If this does reach someone who is human, here is some interesting reading on the same.
https://cantoriscomputing.wordpress.com/2017/03/04/paypals-emails-encourage-dangerous-habits/
cantoris said:
Good luck with getting a response! My latest pet hate is Microsoft hiding destination URLs in Outlook behind some spoof-checking service. Makes it much harder to verify the safety of a link by hovering over it and I don’t trust MS’s service to be accurate all the time!
Glenn Winters said:
Just WOW, over 16 months of this problem, and it’s STILL NOT RESOLVED! Unbelievable.
Jan Vlug said:
I reported the email also to PayPal, and they confirmed that the email was not from them. I just provided them a link to this page.
Jacques Cartier said:
Thanks for the great write-up. I received an email like this today, and I was torn as to whether it was legit or not. Looked better than most phishing attempts (grammatically correct), had my full name, etc… but I wasn’t 100% certain. The one thing that was throwing me (other than the non-paypal.com domain) was the header “Confirm your info.” It just looked a bit off style-wise compared to the rest of the email.
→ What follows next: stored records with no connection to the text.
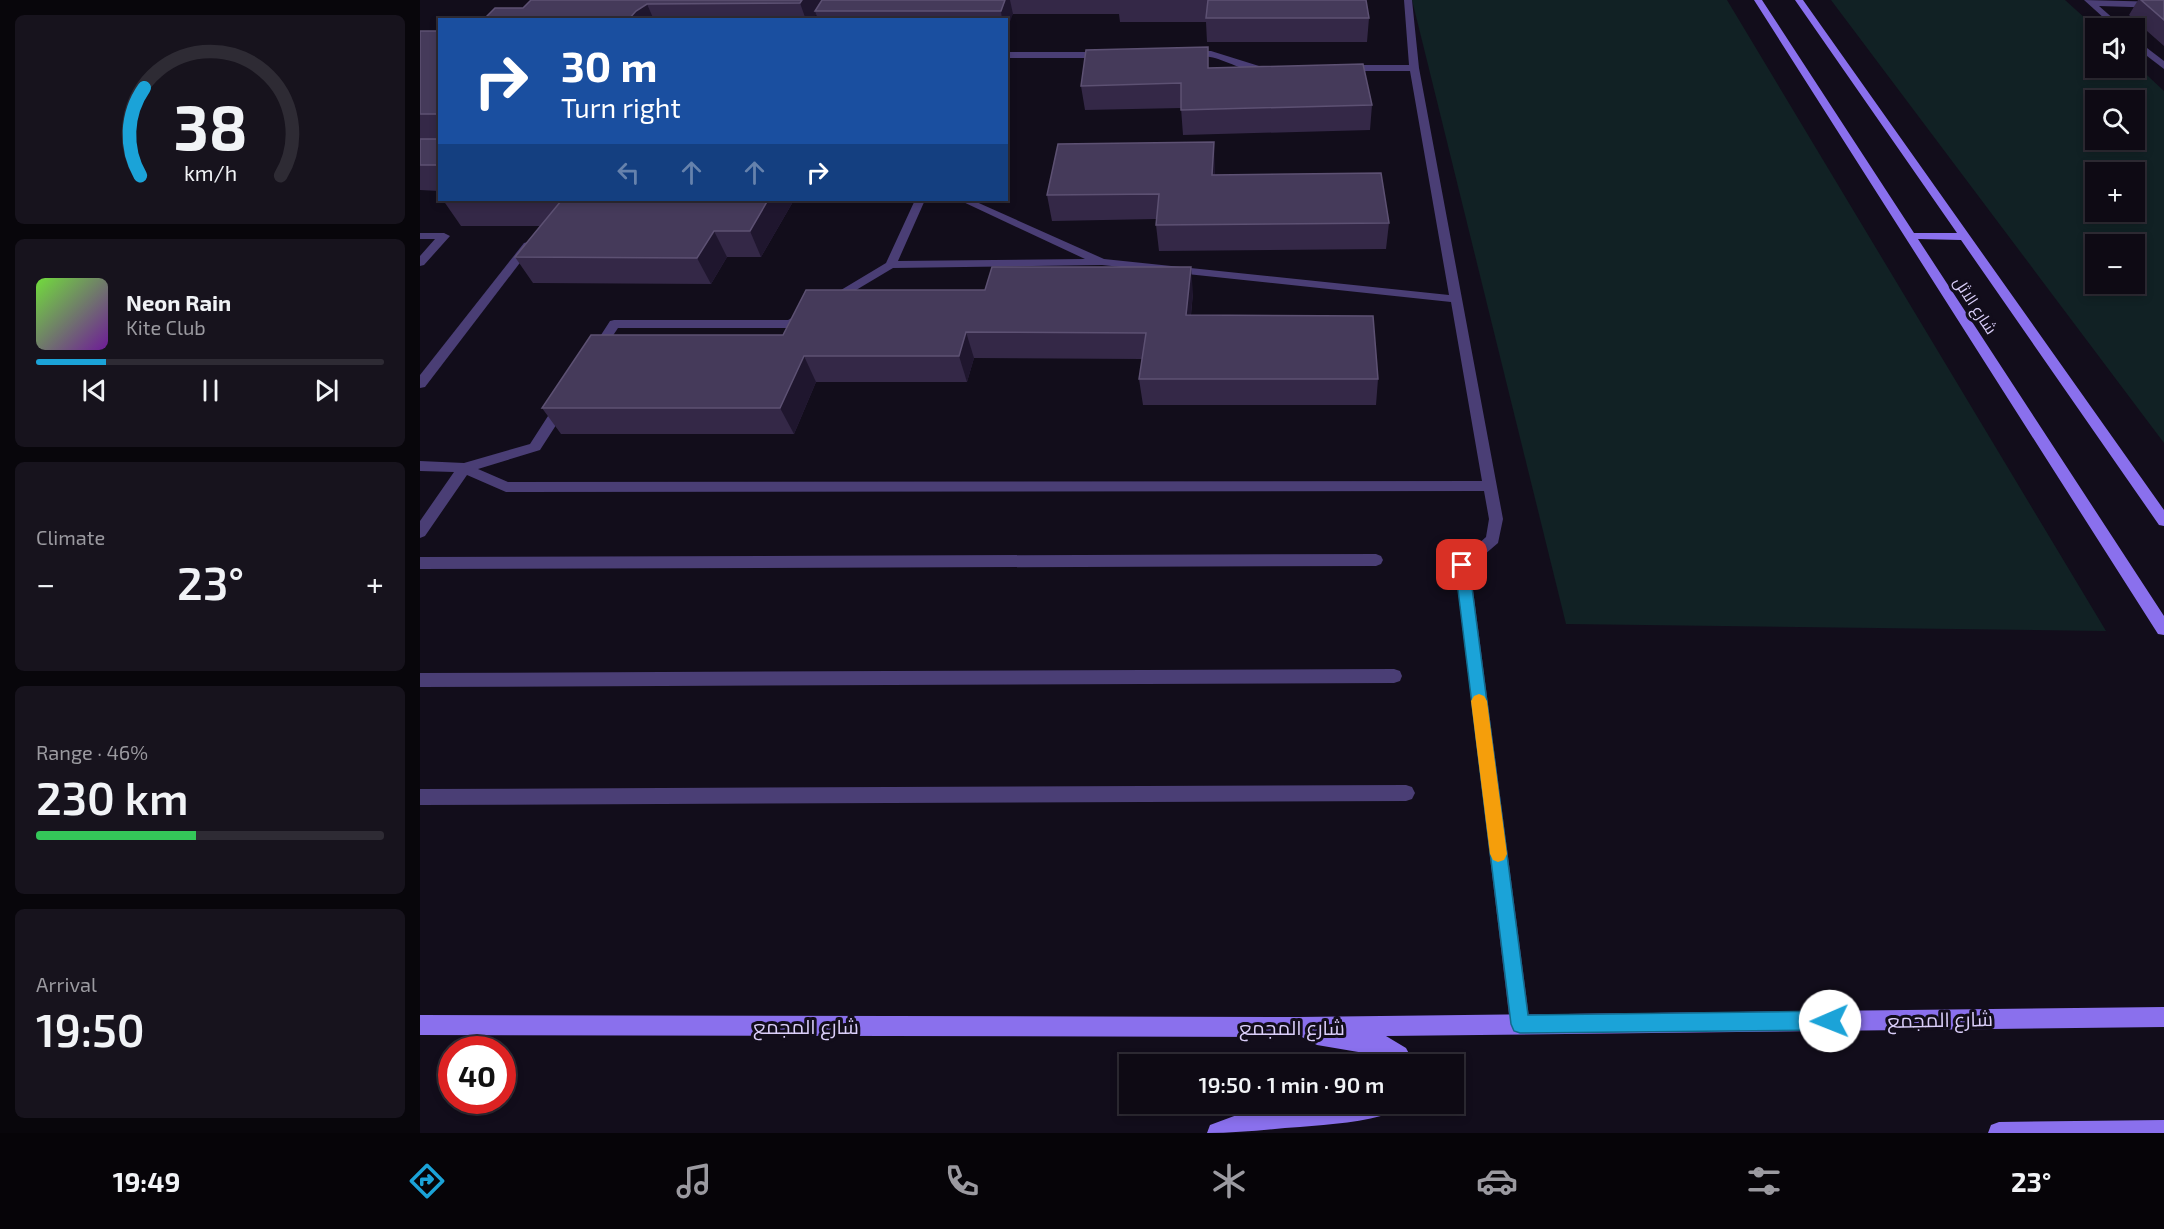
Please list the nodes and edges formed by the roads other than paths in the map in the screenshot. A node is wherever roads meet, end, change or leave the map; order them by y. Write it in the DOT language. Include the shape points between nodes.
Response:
graph roads {
  1 [pos="1408,0"];
  2 [pos="1758,0"];
  3 [pos="1799,0"];
  4 [pos="2089,2"];
  5 [pos="2164,4"];
  6 [pos="2108,18"];
  7 [pos="2145,50"];
  8 [pos="1120,54"];
  9 [pos="1177,54"];
  10 [pos="1008,55"];
  11 [pos="2164,66"];
  12 [pos="1336,68"];
  13 [pos="1414,68"];
  14 [pos="1280,69"];
  15 [pos="920,201"];
  16 [pos="966,201"];
  17 [pos="420,236"];
  18 [pos="535,236"];
  19 [pos="1911,236"];
  20 [pos="1965,237"];
  21 [pos="1102,262"];
  22 [pos="420,263"];
  23 [pos="891,265"];
  24 [pos="1457,300"];
  25 [pos="590,362"];
  26 [pos="420,384"];
  27 [pos="572,391"];
  28 [pos="420,466"];
  29 [pos="464,468"];
  30 [pos="1490,486"];
  31 [pos="2164,521"];
  32 [pos="420,532"];
  33 [pos="1376,560"];
  34 [pos="420,563"];
  35 [pos="2164,629"];
  36 [pos="1394,676"];
  37 [pos="420,680"];
  38 [pos="1406,793"];
  39 [pos="420,797"];
  40 [pos="2164,1017"];
  41 [pos="1520,1024"];
  42 [pos="420,1025"];
  43 [pos="1298,1027"];
  44 [pos="1397,1054"];
  45 [pos="1321,1114"];
  46 [pos="2164,1131"];
  47 [pos="1218,1133"];
  48 [pos="1999,1133"];
  1 -- 13 [label="street"];
  2 -- 19 [label="street, شارع الاثل"];
  3 -- 20 [label="street, شارع الاثل"];
  4 -- 5 [label="street"];
  4 -- 6 [label="street"];
  7 -- 11 [label="street"];
  8 -- 10 [label="street"];
  9 -- 14 [label="street" via="1211,54 1258,69"];
  12 -- 13 [label="street"];
  13 -- 24 [label="street"];
  15 -- 23 [label="street"];
  16 -- 21 [label="street"];
  17 -- 22 [label="street" via="444,236"];
  18 -- 26 [label="street"];
  19 -- 20 [label="street"];
  19 -- 35 [label="street, شارع الاثل"];
  20 -- 31 [label="street, شارع الاثل"];
  21 -- 23 [label="street"];
  21 -- 24 [label="street"];
  23 -- 25 [label="street" via="790,324 614,324"];
  24 -- 30 [label="street"];
  27 -- 29 [label="street" via="535,447"];
  28 -- 29 [label="street"];
  29 -- 30 [label="street" via="506,487"];
  29 -- 32 [label="street"];
  30 -- 41 [label="street" via="1496,519 1493,539 1462,565"];
  33 -- 34 [label="street"];
  36 -- 37 [label="street"];
  38 -- 39 [label="street"];
  40 -- 41 [label="street, شارع المجمع"];
  41 -- 43 [label="street, شارع المجمع"];
  42 -- 43 [label="street, شارع المجمع"];
  43 -- 44 [label="street" via="1317,1035 1384,1046"];
  45 -- 47 [label="street" via="1253,1120"];
  46 -- 48 [label="street"];
}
After reading through your post, I’m pretty sure the email is legit, but I feel your pain with respect to dealing with nothing but idiots throughout the process of trying to get to the bottom of things.
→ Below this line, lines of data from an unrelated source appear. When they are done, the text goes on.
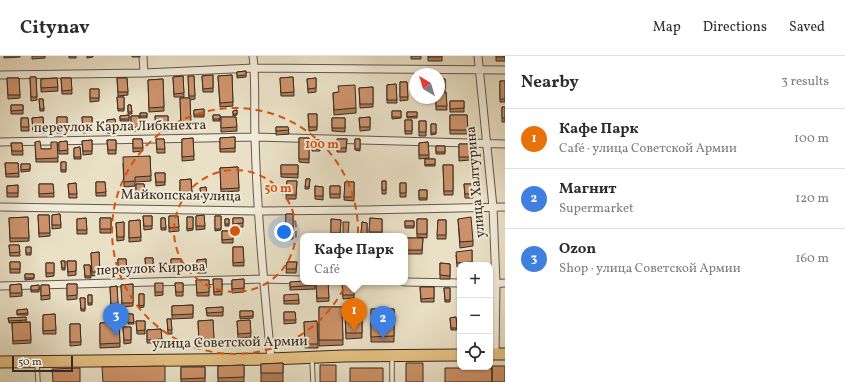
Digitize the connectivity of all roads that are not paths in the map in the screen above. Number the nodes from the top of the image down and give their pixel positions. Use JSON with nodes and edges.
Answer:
{"nodes":[{"id":1,"x":143,"y":56,"type":"edge"},
{"id":2,"x":253,"y":56,"type":"edge"},
{"id":3,"x":478,"y":56,"type":"edge"},
{"id":4,"x":254,"y":68,"type":"junction"},
{"id":5,"x":479,"y":70,"type":"junction"},
{"id":6,"x":505,"y":70,"type":"edge"},
{"id":7,"x":144,"y":73,"type":"junction"},
{"id":8,"x":0,"y":75,"type":"edge"},
{"id":9,"x":254,"y":137,"type":"junction"},
{"id":10,"x":0,"y":142,"type":"edge"},
{"id":11,"x":486,"y":143,"type":"junction"},
{"id":12,"x":505,"y":144,"type":"edge"},
{"id":13,"x":493,"y":206,"type":"junction"},
{"id":14,"x":0,"y":207,"type":"edge"},
{"id":15,"x":505,"y":207,"type":"edge"},
{"id":16,"x":259,"y":211,"type":"junction"},
{"id":17,"x":493,"y":262,"type":"edge"},
{"id":18,"x":264,"y":279,"type":"junction"},
{"id":19,"x":300,"y":280,"type":"edge"},
{"id":20,"x":408,"y":282,"type":"edge"},
{"id":21,"x":457,"y":283,"type":"edge"},
{"id":22,"x":493,"y":284,"type":"edge"},
{"id":23,"x":505,"y":284,"type":"edge"},
{"id":24,"x":0,"y":286,"type":"edge"},
{"id":25,"x":497,"y":354,"type":"edge"},
{"id":26,"x":457,"y":355,"type":"edge"},
{"id":27,"x":392,"y":356,"type":"junction"},
{"id":28,"x":312,"y":357,"type":"junction"},
{"id":29,"x":271,"y":359,"type":"junction"},
{"id":30,"x":37,"y":360,"type":"junction"},
{"id":31,"x":0,"y":362,"type":"edge"},
{"id":32,"x":38,"y":382,"type":"edge"},
{"id":33,"x":313,"y":382,"type":"edge"},
{"id":34,"x":392,"y":382,"type":"edge"}],
"edges":[{"from":1,"to":7,"type":"street"},
{"from":2,"to":4,"type":"street"},
{"from":3,"to":5,"type":"street","name":"улица Халтурина"},
{"from":4,"to":5,"type":"street"},
{"from":4,"to":7,"type":"street"},
{"from":4,"to":9,"type":"street"},
{"from":5,"to":6,"type":"street"},
{"from":5,"to":11,"type":"street","name":"улица Халтурина"},
{"from":7,"to":8,"type":"street"},
{"from":9,"to":10,"type":"street","name":"переулок Карла Либкнехта"},
{"from":9,"to":11,"type":"street","name":"переулок Карла Либкнехта"},
{"from":9,"to":16,"type":"street"},
{"from":11,"to":12,"type":"street","name":"переулок Карла Либкнехта"},
{"from":11,"to":13,"type":"street","name":"улица Халтурина"},
{"from":13,"to":15,"type":"street","name":"Майкопская улица"},
{"from":13,"to":16,"type":"street","name":"Майкопская улица"},
{"from":13,"to":17,"type":"street","name":"улица Халтурина"},
{"from":14,"to":16,"type":"street","name":"Майкопская улица"},
{"from":16,"to":18,"type":"street"},
{"from":18,"to":19,"type":"street","name":"переулок Кирова"},
{"from":18,"to":24,"type":"street","name":"переулок Кирова"},
{"from":18,"to":29,"type":"street"},
{"from":20,"to":21,"type":"street"},
{"from":22,"to":23,"type":"street"},
{"from":22,"to":25,"type":"street","name":"улица Халтурина"},
{"from":26,"to":27,"type":"main road","name":"улица Советской Армии"},
{"from":27,"to":28,"type":"main road","name":"улица Советской Армии"},
{"from":27,"to":34,"type":"lane"},
{"from":28,"to":29,"type":"main road","name":"улица Советской Армии"},
{"from":28,"to":33,"type":"lane"},
{"from":29,"to":30,"type":"main road","name":"улица Советской Армии"},
{"from":30,"to":31,"type":"main road","name":"улица Советской Армии"},
{"from":30,"to":32,"type":"lane"}]}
Personally, I think you should remove the redactions of the names of everyone you spoke with. Maybe these fools with either be fired or at least held to a higher standard of correct information in the future.
I agree that the whole experience fails to instill much confidence in a financial organization.
sigh.
Jacques Cartier said:
Incidentally, I logged into PayPal today, and there was a memo at the top of the page telling me to confirm my info. Details matched those in the email. Long story short: The email was legit in this case, but PayPal still apparently is a case of the left hand not knowing what the right is doing.
Chris said:
Wow… I just came across this page after receiving a notification from PayPal today and thought for sure the message was a spoof. I can’t believe that this has gone on for this long. I worked as Microsoft Exchange admin for 7 years . I can tell you that I have never seen a company like PayPal have practices this bad. If they are utilizing a 3rd party mailer service to send mass emails then that is fine. But I have never seen clickable links that don’t go back to the companies actual primary domain. This is SPAM 101 and leaves customers with no way to conclusively determine that this email is legit. I simply navigated to paypal.com directly and logged in, but what is this… amateur hour?
Warren Hoppe said:
I NEVER post online, but found this truly fascinating, as I was just showing my wife a REAL phishing attempt purportedly from PayPal — when I went to show her a “real” PayPal email, I saw the “epl-paypal-communication.com” in the embedded links. WTF??? What a rabbit hole and this is TWO YEARS LATER. Thanks for your Quixotic epic, incompetence is everywhere… this is like Experian offering to tell you if your identity has been stolen (love those commercials). Don’t get any on you, your mileage may vary.
Anonymous said:
Same experience. Sent the email to spoof@paypal.com and it was rejected by their email server!!!!
The following recipient(s) cannot be reached:
‘spoof@paypal.com’ on 07/05/2019 10:19
554 5.7.1 clamav: virus found: \”Heuristics.Phishing.Email.SpoofedDomain\”
Doesn’t really give you much trust in paypal, does it?